Work item – Find every line below that contains the word "lane" and copy it out.

☆ ☆ ☆ ☆

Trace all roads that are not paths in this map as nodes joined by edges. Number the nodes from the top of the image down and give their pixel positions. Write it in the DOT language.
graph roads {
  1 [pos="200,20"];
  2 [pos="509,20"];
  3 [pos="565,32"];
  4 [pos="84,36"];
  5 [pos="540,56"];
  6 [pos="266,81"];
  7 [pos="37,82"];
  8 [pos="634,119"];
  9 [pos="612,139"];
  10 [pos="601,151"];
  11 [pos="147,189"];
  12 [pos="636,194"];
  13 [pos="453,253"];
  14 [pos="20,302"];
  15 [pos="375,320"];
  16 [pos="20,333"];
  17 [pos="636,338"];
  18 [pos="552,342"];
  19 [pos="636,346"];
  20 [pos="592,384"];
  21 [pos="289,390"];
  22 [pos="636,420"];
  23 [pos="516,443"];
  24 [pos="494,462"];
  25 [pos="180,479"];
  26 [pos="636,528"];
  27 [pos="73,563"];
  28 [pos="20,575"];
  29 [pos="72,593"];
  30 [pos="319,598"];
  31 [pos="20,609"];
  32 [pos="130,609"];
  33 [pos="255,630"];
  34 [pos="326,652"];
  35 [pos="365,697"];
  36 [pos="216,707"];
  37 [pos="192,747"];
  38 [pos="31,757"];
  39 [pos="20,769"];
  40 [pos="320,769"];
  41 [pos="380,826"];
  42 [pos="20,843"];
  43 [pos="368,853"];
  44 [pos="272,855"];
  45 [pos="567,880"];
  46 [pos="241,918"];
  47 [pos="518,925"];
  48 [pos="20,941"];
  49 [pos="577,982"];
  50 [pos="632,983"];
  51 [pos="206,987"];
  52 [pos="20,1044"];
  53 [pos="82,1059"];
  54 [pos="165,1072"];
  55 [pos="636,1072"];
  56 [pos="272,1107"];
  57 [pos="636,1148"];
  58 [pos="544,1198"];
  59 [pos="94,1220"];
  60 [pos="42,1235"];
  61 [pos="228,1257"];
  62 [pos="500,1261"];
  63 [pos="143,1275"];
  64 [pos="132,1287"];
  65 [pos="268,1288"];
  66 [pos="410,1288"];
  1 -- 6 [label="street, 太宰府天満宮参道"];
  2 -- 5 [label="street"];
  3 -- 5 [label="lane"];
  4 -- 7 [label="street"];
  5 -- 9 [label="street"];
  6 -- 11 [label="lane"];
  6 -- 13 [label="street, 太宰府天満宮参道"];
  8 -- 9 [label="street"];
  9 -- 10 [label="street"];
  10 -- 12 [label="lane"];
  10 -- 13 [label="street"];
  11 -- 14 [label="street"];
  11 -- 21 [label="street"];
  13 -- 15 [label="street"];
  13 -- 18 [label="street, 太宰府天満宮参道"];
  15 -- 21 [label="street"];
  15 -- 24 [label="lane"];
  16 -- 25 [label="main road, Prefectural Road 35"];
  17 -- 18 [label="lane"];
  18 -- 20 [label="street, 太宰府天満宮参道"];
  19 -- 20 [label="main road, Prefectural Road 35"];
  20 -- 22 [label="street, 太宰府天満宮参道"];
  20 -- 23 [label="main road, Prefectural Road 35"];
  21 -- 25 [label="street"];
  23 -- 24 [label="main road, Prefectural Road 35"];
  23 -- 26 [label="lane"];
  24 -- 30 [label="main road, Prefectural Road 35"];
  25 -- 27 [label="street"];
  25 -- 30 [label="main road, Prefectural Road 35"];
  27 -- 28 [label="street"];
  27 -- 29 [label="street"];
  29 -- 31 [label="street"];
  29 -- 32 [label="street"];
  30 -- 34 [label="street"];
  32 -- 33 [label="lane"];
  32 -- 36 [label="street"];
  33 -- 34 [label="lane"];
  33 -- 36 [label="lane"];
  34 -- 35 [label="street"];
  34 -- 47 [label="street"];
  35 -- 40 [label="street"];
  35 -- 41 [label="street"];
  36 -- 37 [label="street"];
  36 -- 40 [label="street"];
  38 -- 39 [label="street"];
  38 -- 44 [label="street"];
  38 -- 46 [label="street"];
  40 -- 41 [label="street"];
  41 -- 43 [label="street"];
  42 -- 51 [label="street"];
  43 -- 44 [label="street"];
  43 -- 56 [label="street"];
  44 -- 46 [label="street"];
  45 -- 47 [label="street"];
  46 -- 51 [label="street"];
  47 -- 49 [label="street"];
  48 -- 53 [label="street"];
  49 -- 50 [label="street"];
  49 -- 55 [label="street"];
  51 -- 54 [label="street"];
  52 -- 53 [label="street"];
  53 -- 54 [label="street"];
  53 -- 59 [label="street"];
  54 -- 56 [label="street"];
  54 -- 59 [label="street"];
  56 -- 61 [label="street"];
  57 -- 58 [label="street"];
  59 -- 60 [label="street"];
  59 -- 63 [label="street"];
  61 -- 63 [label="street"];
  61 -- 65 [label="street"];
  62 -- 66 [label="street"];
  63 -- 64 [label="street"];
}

☆ ☆ ☆ ☆

Reply –
  3 -- 5 [label="lane"];
  6 -- 11 [label="lane"];
  10 -- 12 [label="lane"];
  15 -- 24 [label="lane"];
  17 -- 18 [label="lane"];
  23 -- 26 [label="lane"];
  32 -- 33 [label="lane"];
  33 -- 34 [label="lane"];
  33 -- 36 [label="lane"];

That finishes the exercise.